Any response to DrC from me?

Yes: it's smiling and nodding, while I try to make sure that he doesn't get between me and the exit from the bar. I fear that he has fallen into the habit of assuming that shouting a lot about one's strong feelings is some kind of unanswerable argument: that is true only in that a lot of people will not bother answering at all, because it seems an unpleasant waste of time.

Subgenius is in a different register.

I posted:

Have opponents of minimum wage legislation commented on this point?
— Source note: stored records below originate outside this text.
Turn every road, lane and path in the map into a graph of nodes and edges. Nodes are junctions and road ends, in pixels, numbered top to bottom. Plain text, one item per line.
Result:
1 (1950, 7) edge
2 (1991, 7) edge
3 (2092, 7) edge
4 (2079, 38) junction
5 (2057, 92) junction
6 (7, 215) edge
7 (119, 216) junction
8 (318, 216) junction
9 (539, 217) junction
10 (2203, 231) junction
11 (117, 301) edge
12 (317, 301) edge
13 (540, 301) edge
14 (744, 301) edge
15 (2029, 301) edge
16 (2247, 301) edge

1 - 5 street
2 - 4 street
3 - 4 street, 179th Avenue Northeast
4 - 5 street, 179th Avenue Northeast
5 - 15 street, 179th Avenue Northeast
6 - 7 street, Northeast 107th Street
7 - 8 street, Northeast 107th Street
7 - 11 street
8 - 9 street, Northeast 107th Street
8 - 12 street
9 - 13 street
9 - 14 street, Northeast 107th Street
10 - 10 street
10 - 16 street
Walmart's business model is forcing its employees to use government services to just stay alive. This decreases Walmart's overhead by shifting it to the tax payers. It is not the only profiteers on the backs of its employees, and the rest of us.
SEE https://www.theatlantic.com/business/ar ... ps/309625/


It does seem quite a strong point. Of course one way out of that dilemma would be to cease to pay welfare at all. Somehow I don't think there is (yet) a majority for that, so for the foreseeable future an employer who pays wages below welfare standards to his full-time employees will always be able to relay on the rest of us giving him a covert subsidy.

Surely that is wrong?


He replied, in part:

subgenius wrote:I think it is incorrect to claim that employers are relying on welfare as some sort of subsidy, because they don't nor should they.


Well, if Walmart's full-time adult employees don't get enough from their work to live on, and they need to claim welfare to live, I agree that Walmart itself is not claiming welfare. But if there was no welfare, and Walmart's employees slowly starved to death, that might put a crimp in their business model, surely? That (as I think was obvious) was what was meant by saying that Walmart's low-wage business model was in effect subsidised by welfare.

subgenius wrote:The idea that a minimum wage should be an option as the sole resource for a family of 3 or more is what should should be addressed. You're trying to treat a symptom and not the disease.


Do you mean that people should not have three children if they only earn the minimum wage? Or what? I ask because I genuinely do not grasp what you are implying here.